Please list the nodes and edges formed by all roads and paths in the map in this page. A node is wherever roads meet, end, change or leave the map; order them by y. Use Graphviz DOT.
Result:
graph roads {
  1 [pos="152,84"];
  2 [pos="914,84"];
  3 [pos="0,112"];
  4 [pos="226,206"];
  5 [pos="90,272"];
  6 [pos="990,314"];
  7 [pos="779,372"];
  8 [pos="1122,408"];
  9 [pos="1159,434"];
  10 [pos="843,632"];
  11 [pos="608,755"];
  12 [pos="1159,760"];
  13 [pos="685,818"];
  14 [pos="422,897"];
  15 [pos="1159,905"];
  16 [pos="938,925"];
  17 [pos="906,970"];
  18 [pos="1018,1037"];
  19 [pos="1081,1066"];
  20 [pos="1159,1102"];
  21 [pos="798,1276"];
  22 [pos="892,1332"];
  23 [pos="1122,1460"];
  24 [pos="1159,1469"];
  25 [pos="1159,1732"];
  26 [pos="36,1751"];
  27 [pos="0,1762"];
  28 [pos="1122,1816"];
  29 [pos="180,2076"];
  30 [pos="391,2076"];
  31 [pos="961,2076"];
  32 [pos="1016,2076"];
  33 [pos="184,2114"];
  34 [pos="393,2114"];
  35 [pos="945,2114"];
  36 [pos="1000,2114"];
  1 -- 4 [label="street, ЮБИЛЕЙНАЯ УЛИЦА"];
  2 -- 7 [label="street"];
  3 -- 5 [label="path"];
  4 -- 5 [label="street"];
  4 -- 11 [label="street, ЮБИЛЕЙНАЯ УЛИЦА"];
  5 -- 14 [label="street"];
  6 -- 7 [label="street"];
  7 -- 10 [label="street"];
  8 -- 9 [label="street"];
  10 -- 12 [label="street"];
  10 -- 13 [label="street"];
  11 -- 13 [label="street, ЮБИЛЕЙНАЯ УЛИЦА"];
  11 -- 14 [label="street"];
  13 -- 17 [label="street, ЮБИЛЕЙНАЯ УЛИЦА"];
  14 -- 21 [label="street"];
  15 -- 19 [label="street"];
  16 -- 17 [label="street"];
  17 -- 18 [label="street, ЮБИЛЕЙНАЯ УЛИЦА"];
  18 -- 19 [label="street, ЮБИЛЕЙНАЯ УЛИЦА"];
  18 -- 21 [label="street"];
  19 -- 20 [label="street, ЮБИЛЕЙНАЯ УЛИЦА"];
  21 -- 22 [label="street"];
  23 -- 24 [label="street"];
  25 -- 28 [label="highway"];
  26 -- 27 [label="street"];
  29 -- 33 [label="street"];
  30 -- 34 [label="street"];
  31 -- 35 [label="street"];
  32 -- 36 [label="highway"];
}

• • •

→ Required action:
Produce the entries again, character for character.

→ Written reply:
Please list the nodes and edges formed by all roads and paths in the map in this page. A node is wherever roads meet, end, change or leave the map; order them by y. Use Graphviz DOT.
Result:
graph roads {
  1 [pos="152,84"];
  2 [pos="914,84"];
  3 [pos="0,112"];
  4 [pos="226,206"];
  5 [pos="90,272"];
  6 [pos="990,314"];
  7 [pos="779,372"];
  8 [pos="1122,408"];
  9 [pos="1159,434"];
  10 [pos="843,632"];
  11 [pos="608,755"];
  12 [pos="1159,760"];
  13 [pos="685,818"];
  14 [pos="422,897"];
  15 [pos="1159,905"];
  16 [pos="938,925"];
  17 [pos="906,970"];
  18 [pos="1018,1037"];
  19 [pos="1081,1066"];
  20 [pos="1159,1102"];
  21 [pos="798,1276"];
  22 [pos="892,1332"];
  23 [pos="1122,1460"];
  24 [pos="1159,1469"];
  25 [pos="1159,1732"];
  26 [pos="36,1751"];
  27 [pos="0,1762"];
  28 [pos="1122,1816"];
  29 [pos="180,2076"];
  30 [pos="391,2076"];
  31 [pos="961,2076"];
  32 [pos="1016,2076"];
  33 [pos="184,2114"];
  34 [pos="393,2114"];
  35 [pos="945,2114"];
  36 [pos="1000,2114"];
  1 -- 4 [label="street, ЮБИЛЕЙНАЯ УЛИЦА"];
  2 -- 7 [label="street"];
  3 -- 5 [label="path"];
  4 -- 5 [label="street"];
  4 -- 11 [label="street, ЮБИЛЕЙНАЯ УЛИЦА"];
  5 -- 14 [label="street"];
  6 -- 7 [label="street"];
  7 -- 10 [label="street"];
  8 -- 9 [label="street"];
  10 -- 12 [label="street"];
  10 -- 13 [label="street"];
  11 -- 13 [label="street, ЮБИЛЕЙНАЯ УЛИЦА"];
  11 -- 14 [label="street"];
  13 -- 17 [label="street, ЮБИЛЕЙНАЯ УЛИЦА"];
  14 -- 21 [label="street"];
  15 -- 19 [label="street"];
  16 -- 17 [label="street"];
  17 -- 18 [label="street, ЮБИЛЕЙНАЯ УЛИЦА"];
  18 -- 19 [label="street, ЮБИЛЕЙНАЯ УЛИЦА"];
  18 -- 21 [label="street"];
  19 -- 20 [label="street, ЮБИЛЕЙНАЯ УЛИЦА"];
  21 -- 22 [label="street"];
  23 -- 24 [label="street"];
  25 -- 28 [label="highway"];
  26 -- 27 [label="street"];
  29 -- 33 [label="street"];
  30 -- 34 [label="street"];
  31 -- 35 [label="street"];
  32 -- 36 [label="highway"];
}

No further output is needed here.